> **REQUIRED ACTION**: In the entries below, find every line with "Left" and copy it.

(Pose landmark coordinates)
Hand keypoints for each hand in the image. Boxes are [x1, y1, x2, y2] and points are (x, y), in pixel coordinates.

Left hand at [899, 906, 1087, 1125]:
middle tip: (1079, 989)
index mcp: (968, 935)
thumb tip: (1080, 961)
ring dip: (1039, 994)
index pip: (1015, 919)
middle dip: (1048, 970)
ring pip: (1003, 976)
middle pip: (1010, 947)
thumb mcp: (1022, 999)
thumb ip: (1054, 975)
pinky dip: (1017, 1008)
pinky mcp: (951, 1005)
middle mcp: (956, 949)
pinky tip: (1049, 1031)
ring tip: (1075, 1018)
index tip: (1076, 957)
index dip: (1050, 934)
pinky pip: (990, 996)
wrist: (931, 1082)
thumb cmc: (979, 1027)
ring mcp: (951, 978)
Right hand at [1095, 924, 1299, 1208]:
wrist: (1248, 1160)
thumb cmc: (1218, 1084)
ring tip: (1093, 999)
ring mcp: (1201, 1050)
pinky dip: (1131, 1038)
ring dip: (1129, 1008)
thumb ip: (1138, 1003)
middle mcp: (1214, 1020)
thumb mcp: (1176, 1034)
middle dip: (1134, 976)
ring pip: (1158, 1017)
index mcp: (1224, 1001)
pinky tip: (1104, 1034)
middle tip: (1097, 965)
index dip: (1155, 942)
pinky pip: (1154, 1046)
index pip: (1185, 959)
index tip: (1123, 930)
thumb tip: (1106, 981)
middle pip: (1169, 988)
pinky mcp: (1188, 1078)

---

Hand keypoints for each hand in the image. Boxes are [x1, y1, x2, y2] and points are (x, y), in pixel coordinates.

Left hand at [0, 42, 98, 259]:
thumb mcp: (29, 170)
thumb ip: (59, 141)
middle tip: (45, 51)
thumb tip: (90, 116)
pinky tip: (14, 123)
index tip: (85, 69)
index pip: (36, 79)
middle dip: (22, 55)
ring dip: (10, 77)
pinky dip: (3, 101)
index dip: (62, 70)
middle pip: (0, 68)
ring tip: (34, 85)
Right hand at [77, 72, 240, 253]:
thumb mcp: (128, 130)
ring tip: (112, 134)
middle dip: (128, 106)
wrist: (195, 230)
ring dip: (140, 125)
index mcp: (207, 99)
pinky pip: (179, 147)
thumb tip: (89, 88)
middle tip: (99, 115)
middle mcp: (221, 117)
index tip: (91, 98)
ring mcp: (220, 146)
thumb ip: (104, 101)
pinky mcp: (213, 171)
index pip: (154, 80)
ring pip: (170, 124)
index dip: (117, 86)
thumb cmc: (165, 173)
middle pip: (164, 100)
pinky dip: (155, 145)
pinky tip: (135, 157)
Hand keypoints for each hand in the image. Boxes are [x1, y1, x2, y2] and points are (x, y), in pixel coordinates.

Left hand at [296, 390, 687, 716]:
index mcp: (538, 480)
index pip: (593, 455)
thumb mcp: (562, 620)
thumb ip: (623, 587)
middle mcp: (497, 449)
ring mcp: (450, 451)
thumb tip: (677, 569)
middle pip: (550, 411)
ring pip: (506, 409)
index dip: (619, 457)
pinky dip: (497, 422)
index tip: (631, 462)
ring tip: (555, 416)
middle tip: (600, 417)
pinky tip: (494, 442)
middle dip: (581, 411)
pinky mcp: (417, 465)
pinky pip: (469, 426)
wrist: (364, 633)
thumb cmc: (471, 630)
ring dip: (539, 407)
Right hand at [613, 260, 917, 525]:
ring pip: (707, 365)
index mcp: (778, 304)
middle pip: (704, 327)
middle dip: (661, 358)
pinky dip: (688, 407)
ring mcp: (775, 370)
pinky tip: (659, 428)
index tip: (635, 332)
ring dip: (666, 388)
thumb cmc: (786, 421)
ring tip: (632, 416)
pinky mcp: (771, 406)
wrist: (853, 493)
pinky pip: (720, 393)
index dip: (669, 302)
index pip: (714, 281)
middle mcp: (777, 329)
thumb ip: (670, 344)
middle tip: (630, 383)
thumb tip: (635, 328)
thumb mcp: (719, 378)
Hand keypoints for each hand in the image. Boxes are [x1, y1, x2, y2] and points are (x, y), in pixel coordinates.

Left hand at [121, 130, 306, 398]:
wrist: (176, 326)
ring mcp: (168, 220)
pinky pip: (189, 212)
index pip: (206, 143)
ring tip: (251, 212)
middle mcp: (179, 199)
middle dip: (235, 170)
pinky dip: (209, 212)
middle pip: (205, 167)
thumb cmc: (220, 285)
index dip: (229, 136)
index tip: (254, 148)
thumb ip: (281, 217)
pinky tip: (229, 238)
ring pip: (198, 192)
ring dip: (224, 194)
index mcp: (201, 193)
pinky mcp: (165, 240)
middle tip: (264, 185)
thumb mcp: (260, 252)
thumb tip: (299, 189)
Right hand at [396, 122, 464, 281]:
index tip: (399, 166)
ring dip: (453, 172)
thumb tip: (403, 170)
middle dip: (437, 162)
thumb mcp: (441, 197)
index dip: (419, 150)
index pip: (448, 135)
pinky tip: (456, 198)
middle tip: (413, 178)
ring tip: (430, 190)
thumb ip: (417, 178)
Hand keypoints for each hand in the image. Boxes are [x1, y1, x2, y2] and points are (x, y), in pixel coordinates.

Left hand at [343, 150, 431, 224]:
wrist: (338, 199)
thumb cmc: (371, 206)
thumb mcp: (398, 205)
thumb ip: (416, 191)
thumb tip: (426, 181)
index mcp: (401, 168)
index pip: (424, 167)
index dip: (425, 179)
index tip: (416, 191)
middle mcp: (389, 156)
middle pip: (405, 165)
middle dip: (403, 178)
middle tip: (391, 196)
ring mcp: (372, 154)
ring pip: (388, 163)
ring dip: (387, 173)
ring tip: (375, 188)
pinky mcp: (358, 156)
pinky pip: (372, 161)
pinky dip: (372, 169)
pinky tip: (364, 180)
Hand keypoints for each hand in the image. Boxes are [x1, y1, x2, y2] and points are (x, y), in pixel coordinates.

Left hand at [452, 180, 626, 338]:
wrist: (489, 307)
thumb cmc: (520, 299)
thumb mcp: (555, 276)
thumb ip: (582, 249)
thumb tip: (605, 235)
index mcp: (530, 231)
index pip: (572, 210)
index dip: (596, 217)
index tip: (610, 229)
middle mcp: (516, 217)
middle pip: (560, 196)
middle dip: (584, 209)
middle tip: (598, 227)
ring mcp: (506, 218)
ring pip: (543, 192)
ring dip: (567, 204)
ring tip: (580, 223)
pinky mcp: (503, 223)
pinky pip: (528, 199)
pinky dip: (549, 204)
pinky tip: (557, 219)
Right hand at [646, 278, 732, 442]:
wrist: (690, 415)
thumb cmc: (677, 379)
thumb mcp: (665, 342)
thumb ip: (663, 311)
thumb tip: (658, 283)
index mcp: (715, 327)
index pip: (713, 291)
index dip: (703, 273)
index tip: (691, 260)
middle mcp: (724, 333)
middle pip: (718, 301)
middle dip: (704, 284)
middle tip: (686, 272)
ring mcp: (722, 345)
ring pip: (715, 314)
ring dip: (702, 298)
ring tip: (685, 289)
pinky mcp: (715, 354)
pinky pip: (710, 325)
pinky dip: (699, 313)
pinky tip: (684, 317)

> **TASK ANSWER**:
Left hand at [899, 906, 1087, 1125]:
Left hand at [0, 42, 98, 259]:
Left hand at [296, 390, 687, 716]:
Left hand at [121, 130, 306, 398]:
Left hand at [343, 150, 431, 224]:
Left hand at [452, 180, 626, 338]:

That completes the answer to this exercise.